One feature I like in EKS is called Managed Node Groups. This feature automate and off loads a lot of configuration and maintenance of your nodes from you. There is a similar feature in AKS that also help you to add new node and drain node from your cluster, but I find the EKS to be more seamless. (this is probably the most opinionated statement in this post :) )

both EKS and AKS uses RBAC for managing permissions around K8 resources, but the way you can permission to the cluster to access other cloud resources such as Database and object storage, and etc are different due to the differences between AWS IAM and Azure AD. in my personal experience I found the Azure AKS integration with Azure AD to be more seamless than AWS IAM. (yet another opinionated statement in this post)

EKS vs AKS from Networking Standpoint 

From Cluster standpoint the networking setup between EKS and AKS has more similarities than differences. From Pod perspective, AWS has amazon-vpc-cni-k8s and Azure has Azure VNet CNI plug and both of them do the same thing which is to let POD take it's IP directly from VPC or VNet pool.

I had some struggle to setup Ingress Controller up and running in AWS EKS. The ingress couldn't find Application Load Balancer and create a new instance. It turns out the issue was due to some tag missing in the subnets which my EKS was deployed. This Stackoverflow question helped me to solve the issue.

AKS vs EKS from Scalability Standpoint

Scalability is the part where I felt their differences become more apparent that the first two areas. EKS supports up to 1000 nodes per cluster while the number for Azure AKS is just 100 which is significantly different if you are thinking of running Kubernetes at scale. I have to admit though that none of the workloads I have ever come across ever reach the threshold of either provider.

Kubernetes is a distributed platform which generally is designed so that the nodes communicate with each other over LAN with stable connection. Therefore it is not possible to have a Kubernetes cluster that spans over multi region. There are however solutions like Kubernetes Federation (I wrote a whole post about it here) that ease the process of synchronising two independent cluster running in parallel.

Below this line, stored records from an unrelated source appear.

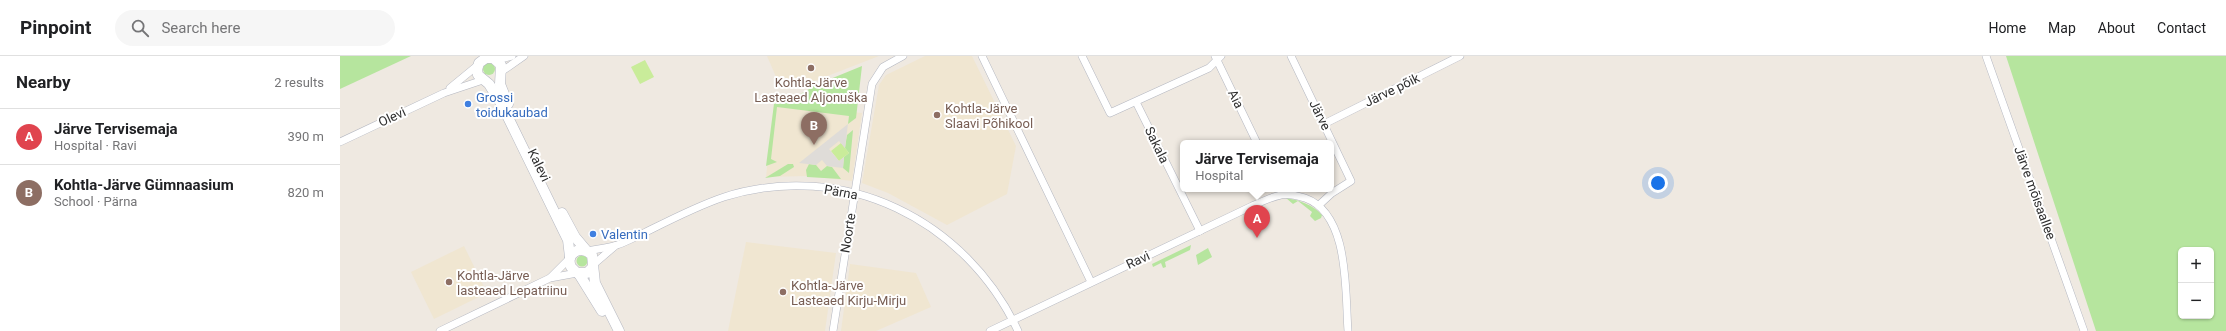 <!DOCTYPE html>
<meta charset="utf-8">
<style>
body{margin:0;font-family:Roboto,sans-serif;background:#f6f6f6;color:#202124}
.controls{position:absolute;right:12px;bottom:12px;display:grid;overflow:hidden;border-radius:6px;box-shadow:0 1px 3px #0004}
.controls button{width:36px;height:36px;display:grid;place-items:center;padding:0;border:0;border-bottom:1px solid #e0e0e0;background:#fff;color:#202124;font:20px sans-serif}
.you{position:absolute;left:1318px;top:127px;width:14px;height:14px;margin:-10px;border:3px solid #fff;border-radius:50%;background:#1a73e8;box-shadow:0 0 0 6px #1a73e833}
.badge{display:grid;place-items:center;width:26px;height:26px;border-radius:50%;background:#1a73e8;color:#fff;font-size:13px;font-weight:700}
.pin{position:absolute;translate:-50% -33px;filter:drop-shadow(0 1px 2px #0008)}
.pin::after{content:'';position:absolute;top:21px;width:14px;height:12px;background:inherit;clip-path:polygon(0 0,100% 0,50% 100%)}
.popup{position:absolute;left:840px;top:84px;width:154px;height:52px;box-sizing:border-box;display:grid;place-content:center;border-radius:6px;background:#fff;filter:drop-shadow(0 1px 3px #0005);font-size:13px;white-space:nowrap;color:#757577}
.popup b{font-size:15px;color:#202124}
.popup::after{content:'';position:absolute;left:50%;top:100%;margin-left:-8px;border:8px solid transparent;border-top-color:#fff}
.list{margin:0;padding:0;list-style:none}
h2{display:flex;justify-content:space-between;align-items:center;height:52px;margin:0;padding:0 16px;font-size:17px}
h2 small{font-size:13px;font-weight:400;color:#757577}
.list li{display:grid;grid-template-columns:26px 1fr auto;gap:12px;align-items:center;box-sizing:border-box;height:56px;padding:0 16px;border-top:1px solid #e0e0e0}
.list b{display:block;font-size:15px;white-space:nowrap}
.list p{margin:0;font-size:13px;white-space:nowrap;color:#757577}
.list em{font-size:13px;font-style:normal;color:#757577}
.icon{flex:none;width:22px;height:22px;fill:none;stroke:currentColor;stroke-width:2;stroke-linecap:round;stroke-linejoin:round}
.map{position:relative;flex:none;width:1886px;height:275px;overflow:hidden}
header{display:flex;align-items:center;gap:24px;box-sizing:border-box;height:56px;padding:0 20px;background:#fff;border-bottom:1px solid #e0e0e0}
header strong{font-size:19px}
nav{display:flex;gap:22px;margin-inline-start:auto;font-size:14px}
.search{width:280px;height:36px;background:#f6f6f6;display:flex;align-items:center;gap:10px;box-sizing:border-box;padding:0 14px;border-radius:22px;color:#757577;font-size:15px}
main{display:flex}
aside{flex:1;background:#fff}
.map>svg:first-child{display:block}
.education{fill:#f0e6d1}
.green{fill:#b6e59e;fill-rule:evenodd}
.pitch{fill:#c9ec9a}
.plaza{fill:#dfdcd8}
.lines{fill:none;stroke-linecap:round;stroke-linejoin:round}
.minor-casing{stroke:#b4b7c1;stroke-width:8}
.secondary-casing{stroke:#b4b7c1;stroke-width:11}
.minor{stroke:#fff;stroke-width:7}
.secondary{stroke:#fff;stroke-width:10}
.education-dot{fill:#8d6e63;stroke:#fff;stroke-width:1.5}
.shop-dot{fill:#3f7fe0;stroke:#fff;stroke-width:1.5}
.labels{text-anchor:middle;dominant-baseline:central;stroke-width:4;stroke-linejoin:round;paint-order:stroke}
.education-label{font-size:13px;fill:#785e54;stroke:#fff;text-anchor:start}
.street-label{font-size:13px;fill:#2e2e2e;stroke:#fff}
.shop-label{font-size:13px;fill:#366cbe;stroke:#fff;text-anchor:start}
</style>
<header>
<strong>Pinpoint</strong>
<div class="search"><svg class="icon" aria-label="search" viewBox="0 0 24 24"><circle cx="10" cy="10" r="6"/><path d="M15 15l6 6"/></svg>Search here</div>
<nav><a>Home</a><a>Map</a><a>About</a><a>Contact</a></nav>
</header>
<main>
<aside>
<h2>Nearby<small>2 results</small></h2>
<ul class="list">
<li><span class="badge" style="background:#e0444e">A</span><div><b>Järve Tervisemaja</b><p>Hospital · Ravi</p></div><em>390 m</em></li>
<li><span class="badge" style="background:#8d6e63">B</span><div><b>Kohtla-Järve Gümnaasium</b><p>School · Pärna</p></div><em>820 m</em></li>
</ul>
</aside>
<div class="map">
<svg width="1886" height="275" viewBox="0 0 1886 275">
<rect width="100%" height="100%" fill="#efe9e1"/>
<g class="education">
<path d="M 427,0 L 539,0 L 472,26 L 437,23 Z"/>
<path d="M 585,0 L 632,0 L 676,90 L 667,138 L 607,169 L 548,137 L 522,127 L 539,29 L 546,19 Z"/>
<path d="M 434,48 L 522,57 L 512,125 L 468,120 L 426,121 Z"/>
<path d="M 406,186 L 496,197 L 485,275 L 388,275 Z"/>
<path d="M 124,190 L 147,237 L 94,263 L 71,216 Z"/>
<path d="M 510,208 L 576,217 L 591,251 L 536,275 L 501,275 Z"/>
</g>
<g class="green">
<path d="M 0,0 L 71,0 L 0,33 Z"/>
<path d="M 1666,0 L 1886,0 L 1886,275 L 1756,275 ZM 1841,194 L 1871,194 L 1871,260 L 1841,260 Z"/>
<circle cx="149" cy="13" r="6"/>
<path d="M 522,10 L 516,62 L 508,68 L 509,60 L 437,51 L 431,103 L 437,106 L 426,110 L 434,48 L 450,44 L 478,28 Z"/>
<path d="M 513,74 L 509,117 L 503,112 L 504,101 L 509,97 L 505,92 L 507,79 Z"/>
<path d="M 448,108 L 453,108 L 454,111 L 440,120 L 425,122 Z"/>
<path d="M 469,108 L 476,109 L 481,115 L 487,110 L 492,111 L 501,123 L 467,121 L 466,114 Z"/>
<path d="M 946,142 C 958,144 974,149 982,159 L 981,162 L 975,165 L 970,160 L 972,156 L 958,145 L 953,148 Z"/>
<path d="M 851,189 L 850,194 L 825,206 L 826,211 L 823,212 L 821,207 L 813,211 L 812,208 Z"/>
<path d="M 868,192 L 872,201 L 858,209 L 856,199 Z"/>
<circle cx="242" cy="205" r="5.5"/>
</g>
<g class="pitch">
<path d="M 305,4 L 314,21 L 300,28 L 291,11 Z"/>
<path d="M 501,87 L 509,97 L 499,105 L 491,95 Z"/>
</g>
<path class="plaza" d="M 508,68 L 505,92 L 499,85 L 489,93 L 499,105 L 504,101 L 503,112 L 487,110 L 482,104 L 476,109 L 459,107 Z"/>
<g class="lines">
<g class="minor-casing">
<g id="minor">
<path d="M 642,0 L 751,226"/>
<path d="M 742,0 L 770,57 L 869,12 L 881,0"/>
<path d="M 875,0 L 917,87"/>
<path d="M 951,0 L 1011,125 L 992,137 L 979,149"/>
<path d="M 1646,0 L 1744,275"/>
<path d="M 157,4 L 172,0"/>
<path d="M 161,16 L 184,0"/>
<path d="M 110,32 L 138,9"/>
<path d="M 796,46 L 860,175"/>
<path d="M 984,68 L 1120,0"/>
<path d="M 0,86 L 104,37 L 143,24"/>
<path d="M 247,195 C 257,193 267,192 277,189 C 286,186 295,181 304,177 C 330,164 357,150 384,141 C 504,103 626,164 678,275"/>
<path d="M 254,208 L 275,190"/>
<path d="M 211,221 L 230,202"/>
<path d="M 100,275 L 210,222 L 237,217"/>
<path d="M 493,275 L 532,28 L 543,11 L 563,0"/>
<path d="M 650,275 L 912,150 C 921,146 931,141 941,139 C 948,137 958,140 965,142 C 1010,158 1005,236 1008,275"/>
</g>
</g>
<g class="secondary-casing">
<g id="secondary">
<path d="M 151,0 L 161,9 L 160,28 L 168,48"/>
<path d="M 154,2 L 146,2 L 139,7 L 137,14 L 138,19 L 149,28 L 162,49 L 228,184 L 230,201"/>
<path d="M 222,157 L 235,181 L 246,194"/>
<path d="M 253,211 L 247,217 L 237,217 L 231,211 C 225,197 241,188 252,199 L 255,227 L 279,275"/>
<path d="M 239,218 L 262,255"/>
</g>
</g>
<use href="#minor" class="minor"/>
<use href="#secondary" class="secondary"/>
</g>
<g class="education-dot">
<circle cx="471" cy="12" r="4"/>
<circle cx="597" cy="59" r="4"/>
<circle cx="109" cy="226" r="4"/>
<circle cx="443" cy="236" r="4"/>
</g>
<g class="shop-dot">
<circle cx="128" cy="48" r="4"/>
<circle cx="253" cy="178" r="4"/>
</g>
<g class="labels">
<g class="education-label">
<text x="471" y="26" text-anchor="middle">Kohtla-Järve<tspan x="471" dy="15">Lasteaed Aljonuška</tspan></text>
<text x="605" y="52">Kohtla-Järve<tspan x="605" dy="15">Slaavi Põhikool</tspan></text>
<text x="117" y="219">Kohtla-Järve<tspan x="117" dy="15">lasteaed Lepatriinu</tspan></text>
<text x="451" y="229">Kohtla-Järve<tspan x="451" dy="15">Lasteaed Kirju-Mirju</tspan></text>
</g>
<g class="street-label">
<text transform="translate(1052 34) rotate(-26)">Järve põik</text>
<text transform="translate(896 43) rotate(64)">Aia</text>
<text transform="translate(980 59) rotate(64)">Järve</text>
<text transform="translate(52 61) rotate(-25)">Olevi</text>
<text transform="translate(817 89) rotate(64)">Sakala</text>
<text transform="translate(199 109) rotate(64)">Kalevi</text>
<text transform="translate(501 136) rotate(10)">Pärna</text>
<text transform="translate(1695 137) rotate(70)">Järve mõisaallee</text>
<text transform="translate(508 177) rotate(-81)">Noorte</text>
<text transform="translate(798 204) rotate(-25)">Ravi</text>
</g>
<g class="shop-label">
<text x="136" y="41">Grossi<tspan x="136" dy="15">toidukaubad</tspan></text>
<text x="261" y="178">Valentin</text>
</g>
</g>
</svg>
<div class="controls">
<button>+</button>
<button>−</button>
</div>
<div class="you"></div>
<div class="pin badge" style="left:917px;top:182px;background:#e0444e">A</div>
<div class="popup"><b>Järve Tervisemaja</b>Hospital</div>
<div class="pin badge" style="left:474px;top:89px;background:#8d6e63">B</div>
</div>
</main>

It is also possible to achieve to some degree a similar setup with the tools that Azure and AWS offers. In Azure you can use Azure traffic Manager to distribute the traffic across two AKS cluster running on different region, while AWS you can leverage Route53 and AWS Global accelerator (figure 1) to achieve the same thing. I found the AWS solution for running multi Kubernetes cluster across different regions to be more Enterprise ready than Azure.
 
Figure 1: Multi Region EKS setup

To conclude this, When it comes to scalability, I believe EKS outperform AKS. And a big part of it is not due to the service it-self but rather the other tools that AWS offers like Route 53, and Global Accelerator that I found to be more powerful than it's Azure competitors.